Stored data entries:
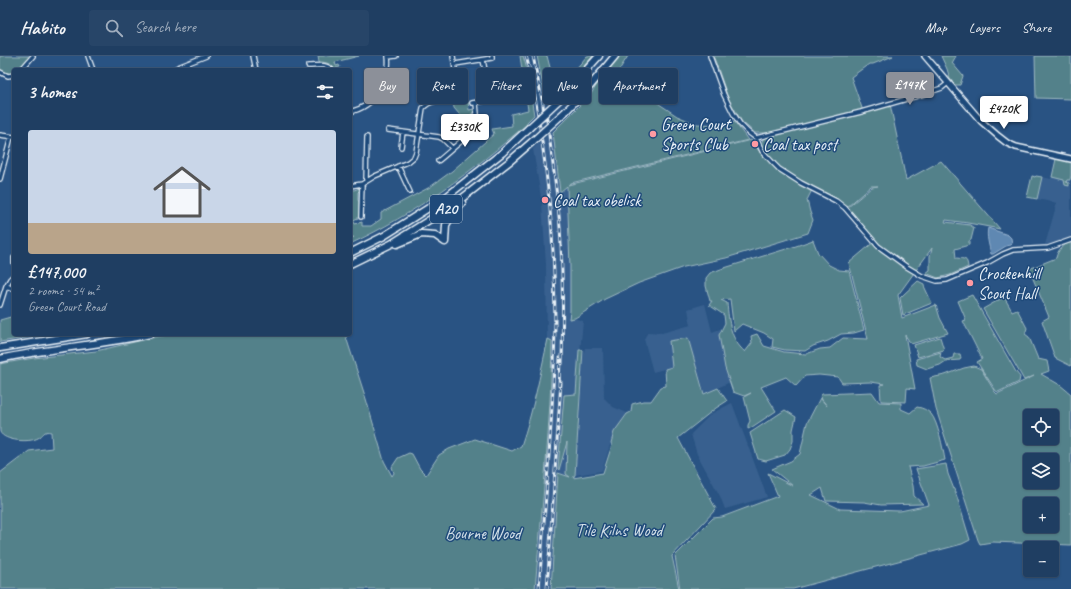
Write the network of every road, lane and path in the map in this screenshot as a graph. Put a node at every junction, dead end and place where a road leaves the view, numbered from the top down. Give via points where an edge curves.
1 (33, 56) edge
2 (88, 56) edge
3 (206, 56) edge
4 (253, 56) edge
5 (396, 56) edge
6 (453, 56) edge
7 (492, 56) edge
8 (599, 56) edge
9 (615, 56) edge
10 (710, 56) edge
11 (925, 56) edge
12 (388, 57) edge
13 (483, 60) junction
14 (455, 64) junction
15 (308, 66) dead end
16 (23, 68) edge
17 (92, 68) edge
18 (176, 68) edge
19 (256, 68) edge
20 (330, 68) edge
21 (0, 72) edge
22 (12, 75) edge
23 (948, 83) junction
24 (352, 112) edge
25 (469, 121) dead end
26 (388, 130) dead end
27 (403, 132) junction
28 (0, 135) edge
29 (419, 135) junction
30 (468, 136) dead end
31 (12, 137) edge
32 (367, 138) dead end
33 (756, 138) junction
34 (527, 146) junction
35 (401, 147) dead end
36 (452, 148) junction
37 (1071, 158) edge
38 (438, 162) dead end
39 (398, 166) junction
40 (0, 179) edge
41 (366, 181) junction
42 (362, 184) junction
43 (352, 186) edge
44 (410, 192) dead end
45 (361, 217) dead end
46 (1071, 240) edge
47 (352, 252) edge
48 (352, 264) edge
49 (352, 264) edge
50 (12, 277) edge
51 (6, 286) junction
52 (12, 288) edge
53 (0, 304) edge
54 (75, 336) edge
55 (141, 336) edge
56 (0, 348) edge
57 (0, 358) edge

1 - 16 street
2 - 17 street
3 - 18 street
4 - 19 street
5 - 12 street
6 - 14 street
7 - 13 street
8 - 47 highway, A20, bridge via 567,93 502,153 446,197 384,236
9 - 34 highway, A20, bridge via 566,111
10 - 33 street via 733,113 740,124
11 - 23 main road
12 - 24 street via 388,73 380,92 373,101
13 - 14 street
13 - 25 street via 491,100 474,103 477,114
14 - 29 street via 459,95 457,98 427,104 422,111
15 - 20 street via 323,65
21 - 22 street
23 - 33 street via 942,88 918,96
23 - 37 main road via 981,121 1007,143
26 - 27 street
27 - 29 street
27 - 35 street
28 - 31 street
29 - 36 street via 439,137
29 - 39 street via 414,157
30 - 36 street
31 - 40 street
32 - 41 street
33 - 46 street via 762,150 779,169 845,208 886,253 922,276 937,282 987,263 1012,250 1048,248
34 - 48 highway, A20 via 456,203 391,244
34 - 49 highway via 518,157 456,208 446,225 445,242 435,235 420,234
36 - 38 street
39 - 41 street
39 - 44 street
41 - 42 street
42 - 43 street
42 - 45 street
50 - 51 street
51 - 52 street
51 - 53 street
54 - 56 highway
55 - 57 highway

▶ _Work task_
Count how many lines of the data include the word "dead". Your reply should be that number alone.

▶ _Solution to this task_
10